== Segment start ==

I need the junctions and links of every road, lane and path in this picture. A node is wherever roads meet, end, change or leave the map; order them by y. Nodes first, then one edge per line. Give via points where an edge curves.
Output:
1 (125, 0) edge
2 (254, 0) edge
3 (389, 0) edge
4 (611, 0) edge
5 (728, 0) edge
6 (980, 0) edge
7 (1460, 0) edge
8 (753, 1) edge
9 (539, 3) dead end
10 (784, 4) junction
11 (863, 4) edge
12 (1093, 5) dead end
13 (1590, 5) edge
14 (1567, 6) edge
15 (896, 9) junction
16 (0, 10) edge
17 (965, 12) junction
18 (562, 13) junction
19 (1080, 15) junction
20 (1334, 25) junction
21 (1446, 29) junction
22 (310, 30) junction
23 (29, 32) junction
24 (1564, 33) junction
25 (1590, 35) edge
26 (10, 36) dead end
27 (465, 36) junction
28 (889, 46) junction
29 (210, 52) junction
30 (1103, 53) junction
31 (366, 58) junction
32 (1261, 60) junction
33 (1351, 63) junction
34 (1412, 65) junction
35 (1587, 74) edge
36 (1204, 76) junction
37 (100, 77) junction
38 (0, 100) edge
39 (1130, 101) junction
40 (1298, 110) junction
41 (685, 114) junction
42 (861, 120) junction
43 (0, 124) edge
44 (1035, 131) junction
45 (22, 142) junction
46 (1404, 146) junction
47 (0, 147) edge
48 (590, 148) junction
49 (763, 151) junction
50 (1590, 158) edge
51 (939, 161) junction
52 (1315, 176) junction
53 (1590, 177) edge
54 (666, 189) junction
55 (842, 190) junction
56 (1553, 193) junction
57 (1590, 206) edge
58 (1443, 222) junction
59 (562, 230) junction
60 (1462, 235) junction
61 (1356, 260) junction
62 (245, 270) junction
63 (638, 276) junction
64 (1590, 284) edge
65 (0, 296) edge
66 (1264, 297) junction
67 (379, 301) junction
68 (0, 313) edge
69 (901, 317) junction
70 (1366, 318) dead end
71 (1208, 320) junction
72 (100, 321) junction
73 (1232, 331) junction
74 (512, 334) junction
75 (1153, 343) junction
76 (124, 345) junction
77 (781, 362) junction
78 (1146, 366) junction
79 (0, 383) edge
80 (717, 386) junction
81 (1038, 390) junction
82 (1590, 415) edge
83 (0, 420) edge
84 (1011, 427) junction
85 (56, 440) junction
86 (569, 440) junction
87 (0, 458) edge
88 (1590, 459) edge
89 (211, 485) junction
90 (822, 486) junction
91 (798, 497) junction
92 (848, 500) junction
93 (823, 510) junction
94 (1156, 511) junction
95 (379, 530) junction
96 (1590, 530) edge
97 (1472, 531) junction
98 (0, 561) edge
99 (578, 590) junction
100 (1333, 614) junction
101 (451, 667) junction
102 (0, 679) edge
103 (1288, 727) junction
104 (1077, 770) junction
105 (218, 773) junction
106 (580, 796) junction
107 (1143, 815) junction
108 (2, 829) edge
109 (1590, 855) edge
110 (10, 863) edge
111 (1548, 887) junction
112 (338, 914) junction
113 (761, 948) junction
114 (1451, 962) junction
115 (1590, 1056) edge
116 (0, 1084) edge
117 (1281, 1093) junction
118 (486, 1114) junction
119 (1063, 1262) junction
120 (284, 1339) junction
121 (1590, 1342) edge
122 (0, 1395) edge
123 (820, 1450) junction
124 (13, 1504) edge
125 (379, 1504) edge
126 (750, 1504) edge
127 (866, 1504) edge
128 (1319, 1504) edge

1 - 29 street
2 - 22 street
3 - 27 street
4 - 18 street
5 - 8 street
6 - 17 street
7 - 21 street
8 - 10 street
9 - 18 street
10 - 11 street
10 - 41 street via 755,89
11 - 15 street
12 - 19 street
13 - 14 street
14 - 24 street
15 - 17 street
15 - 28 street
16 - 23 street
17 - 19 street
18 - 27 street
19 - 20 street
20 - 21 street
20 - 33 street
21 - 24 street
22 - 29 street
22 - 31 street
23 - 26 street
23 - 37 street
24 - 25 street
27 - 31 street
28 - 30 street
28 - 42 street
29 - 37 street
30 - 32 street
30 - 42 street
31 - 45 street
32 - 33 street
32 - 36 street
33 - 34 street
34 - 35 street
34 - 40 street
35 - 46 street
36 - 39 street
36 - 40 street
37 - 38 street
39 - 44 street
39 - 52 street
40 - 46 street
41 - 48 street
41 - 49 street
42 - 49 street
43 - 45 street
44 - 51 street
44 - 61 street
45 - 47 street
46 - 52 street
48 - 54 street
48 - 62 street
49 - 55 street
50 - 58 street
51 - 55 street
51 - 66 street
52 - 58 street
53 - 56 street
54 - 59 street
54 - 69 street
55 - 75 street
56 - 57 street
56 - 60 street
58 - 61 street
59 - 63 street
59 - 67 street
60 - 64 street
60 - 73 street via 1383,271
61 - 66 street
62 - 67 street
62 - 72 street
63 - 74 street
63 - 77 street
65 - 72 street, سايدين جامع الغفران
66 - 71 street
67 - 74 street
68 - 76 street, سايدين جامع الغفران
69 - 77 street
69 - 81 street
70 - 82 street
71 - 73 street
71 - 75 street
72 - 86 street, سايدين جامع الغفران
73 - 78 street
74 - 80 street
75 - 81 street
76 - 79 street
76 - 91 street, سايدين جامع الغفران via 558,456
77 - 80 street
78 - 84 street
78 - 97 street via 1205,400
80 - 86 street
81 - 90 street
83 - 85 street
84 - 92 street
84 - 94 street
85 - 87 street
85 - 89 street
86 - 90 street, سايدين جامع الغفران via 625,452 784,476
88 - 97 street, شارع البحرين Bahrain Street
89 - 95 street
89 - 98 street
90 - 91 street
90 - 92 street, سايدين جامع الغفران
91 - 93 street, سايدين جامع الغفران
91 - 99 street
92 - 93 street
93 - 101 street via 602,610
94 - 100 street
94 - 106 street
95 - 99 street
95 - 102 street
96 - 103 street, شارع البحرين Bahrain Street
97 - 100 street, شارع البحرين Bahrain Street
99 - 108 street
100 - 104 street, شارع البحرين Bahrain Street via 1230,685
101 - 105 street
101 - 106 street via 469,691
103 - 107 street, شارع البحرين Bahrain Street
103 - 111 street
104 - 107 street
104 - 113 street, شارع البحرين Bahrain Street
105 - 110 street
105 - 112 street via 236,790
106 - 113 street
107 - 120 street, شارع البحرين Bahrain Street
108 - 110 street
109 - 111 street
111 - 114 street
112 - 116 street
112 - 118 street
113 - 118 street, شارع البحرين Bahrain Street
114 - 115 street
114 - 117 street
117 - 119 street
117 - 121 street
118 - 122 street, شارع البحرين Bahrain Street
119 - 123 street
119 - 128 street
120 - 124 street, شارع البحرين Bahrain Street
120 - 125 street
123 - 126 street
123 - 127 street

== Segment end ==

• **TASK OBJECTIVE**
Could you retype the whole listing above without altering a word?

• **RESPONSE AREA**
I need the junctions and links of every road, lane and path in this picture. A node is wherever roads meet, end, change or leave the map; order them by y. Nodes first, then one edge per line. Give via points where an edge curves.
Output:
1 (125, 0) edge
2 (254, 0) edge
3 (389, 0) edge
4 (611, 0) edge
5 (728, 0) edge
6 (980, 0) edge
7 (1460, 0) edge
8 (753, 1) edge
9 (539, 3) dead end
10 (784, 4) junction
11 (863, 4) edge
12 (1093, 5) dead end
13 (1590, 5) edge
14 (1567, 6) edge
15 (896, 9) junction
16 (0, 10) edge
17 (965, 12) junction
18 (562, 13) junction
19 (1080, 15) junction
20 (1334, 25) junction
21 (1446, 29) junction
22 (310, 30) junction
23 (29, 32) junction
24 (1564, 33) junction
25 (1590, 35) edge
26 (10, 36) dead end
27 (465, 36) junction
28 (889, 46) junction
29 (210, 52) junction
30 (1103, 53) junction
31 (366, 58) junction
32 (1261, 60) junction
33 (1351, 63) junction
34 (1412, 65) junction
35 (1587, 74) edge
36 (1204, 76) junction
37 (100, 77) junction
38 (0, 100) edge
39 (1130, 101) junction
40 (1298, 110) junction
41 (685, 114) junction
42 (861, 120) junction
43 (0, 124) edge
44 (1035, 131) junction
45 (22, 142) junction
46 (1404, 146) junction
47 (0, 147) edge
48 (590, 148) junction
49 (763, 151) junction
50 (1590, 158) edge
51 (939, 161) junction
52 (1315, 176) junction
53 (1590, 177) edge
54 (666, 189) junction
55 (842, 190) junction
56 (1553, 193) junction
57 (1590, 206) edge
58 (1443, 222) junction
59 (562, 230) junction
60 (1462, 235) junction
61 (1356, 260) junction
62 (245, 270) junction
63 (638, 276) junction
64 (1590, 284) edge
65 (0, 296) edge
66 (1264, 297) junction
67 (379, 301) junction
68 (0, 313) edge
69 (901, 317) junction
70 (1366, 318) dead end
71 (1208, 320) junction
72 (100, 321) junction
73 (1232, 331) junction
74 (512, 334) junction
75 (1153, 343) junction
76 (124, 345) junction
77 (781, 362) junction
78 (1146, 366) junction
79 (0, 383) edge
80 (717, 386) junction
81 (1038, 390) junction
82 (1590, 415) edge
83 (0, 420) edge
84 (1011, 427) junction
85 (56, 440) junction
86 (569, 440) junction
87 (0, 458) edge
88 (1590, 459) edge
89 (211, 485) junction
90 (822, 486) junction
91 (798, 497) junction
92 (848, 500) junction
93 (823, 510) junction
94 (1156, 511) junction
95 (379, 530) junction
96 (1590, 530) edge
97 (1472, 531) junction
98 (0, 561) edge
99 (578, 590) junction
100 (1333, 614) junction
101 (451, 667) junction
102 (0, 679) edge
103 (1288, 727) junction
104 (1077, 770) junction
105 (218, 773) junction
106 (580, 796) junction
107 (1143, 815) junction
108 (2, 829) edge
109 (1590, 855) edge
110 (10, 863) edge
111 (1548, 887) junction
112 (338, 914) junction
113 (761, 948) junction
114 (1451, 962) junction
115 (1590, 1056) edge
116 (0, 1084) edge
117 (1281, 1093) junction
118 (486, 1114) junction
119 (1063, 1262) junction
120 (284, 1339) junction
121 (1590, 1342) edge
122 (0, 1395) edge
123 (820, 1450) junction
124 (13, 1504) edge
125 (379, 1504) edge
126 (750, 1504) edge
127 (866, 1504) edge
128 (1319, 1504) edge

1 - 29 street
2 - 22 street
3 - 27 street
4 - 18 street
5 - 8 street
6 - 17 street
7 - 21 street
8 - 10 street
9 - 18 street
10 - 11 street
10 - 41 street via 755,89
11 - 15 street
12 - 19 street
13 - 14 street
14 - 24 street
15 - 17 street
15 - 28 street
16 - 23 street
17 - 19 street
18 - 27 street
19 - 20 street
20 - 21 street
20 - 33 street
21 - 24 street
22 - 29 street
22 - 31 street
23 - 26 street
23 - 37 street
24 - 25 street
27 - 31 street
28 - 30 street
28 - 42 street
29 - 37 street
30 - 32 street
30 - 42 street
31 - 45 street
32 - 33 street
32 - 36 street
33 - 34 street
34 - 35 street
34 - 40 street
35 - 46 street
36 - 39 street
36 - 40 street
37 - 38 street
39 - 44 street
39 - 52 street
40 - 46 street
41 - 48 street
41 - 49 street
42 - 49 street
43 - 45 street
44 - 51 street
44 - 61 street
45 - 47 street
46 - 52 street
48 - 54 street
48 - 62 street
49 - 55 street
50 - 58 street
51 - 55 street
51 - 66 street
52 - 58 street
53 - 56 street
54 - 59 street
54 - 69 street
55 - 75 street
56 - 57 street
56 - 60 street
58 - 61 street
59 - 63 street
59 - 67 street
60 - 64 street
60 - 73 street via 1383,271
61 - 66 street
62 - 67 street
62 - 72 street
63 - 74 street
63 - 77 street
65 - 72 street, سايدين جامع الغفران
66 - 71 street
67 - 74 street
68 - 76 street, سايدين جامع الغفران
69 - 77 street
69 - 81 street
70 - 82 street
71 - 73 street
71 - 75 street
72 - 86 street, سايدين جامع الغفران
73 - 78 street
74 - 80 street
75 - 81 street
76 - 79 street
76 - 91 street, سايدين جامع الغفران via 558,456
77 - 80 street
78 - 84 street
78 - 97 street via 1205,400
80 - 86 street
81 - 90 street
83 - 85 street
84 - 92 street
84 - 94 street
85 - 87 street
85 - 89 street
86 - 90 street, سايدين جامع الغفران via 625,452 784,476
88 - 97 street, شارع البحرين Bahrain Street
89 - 95 street
89 - 98 street
90 - 91 street
90 - 92 street, سايدين جامع الغفران
91 - 93 street, سايدين جامع الغفران
91 - 99 street
92 - 93 street
93 - 101 street via 602,610
94 - 100 street
94 - 106 street
95 - 99 street
95 - 102 street
96 - 103 street, شارع البحرين Bahrain Street
97 - 100 street, شارع البحرين Bahrain Street
99 - 108 street
100 - 104 street, شارع البحرين Bahrain Street via 1230,685
101 - 105 street
101 - 106 street via 469,691
103 - 107 street, شارع البحرين Bahrain Street
103 - 111 street
104 - 107 street
104 - 113 street, شارع البحرين Bahrain Street
105 - 110 street
105 - 112 street via 236,790
106 - 113 street
107 - 120 street, شارع البحرين Bahrain Street
108 - 110 street
109 - 111 street
111 - 114 street
112 - 116 street
112 - 118 street
113 - 118 street, شارع البحرين Bahrain Street
114 - 115 street
114 - 117 street
117 - 119 street
117 - 121 street
118 - 122 street, شارع البحرين Bahrain Street
119 - 123 street
119 - 128 street
120 - 124 street, شارع البحرين Bahrain Street
120 - 125 street
123 - 126 street
123 - 127 street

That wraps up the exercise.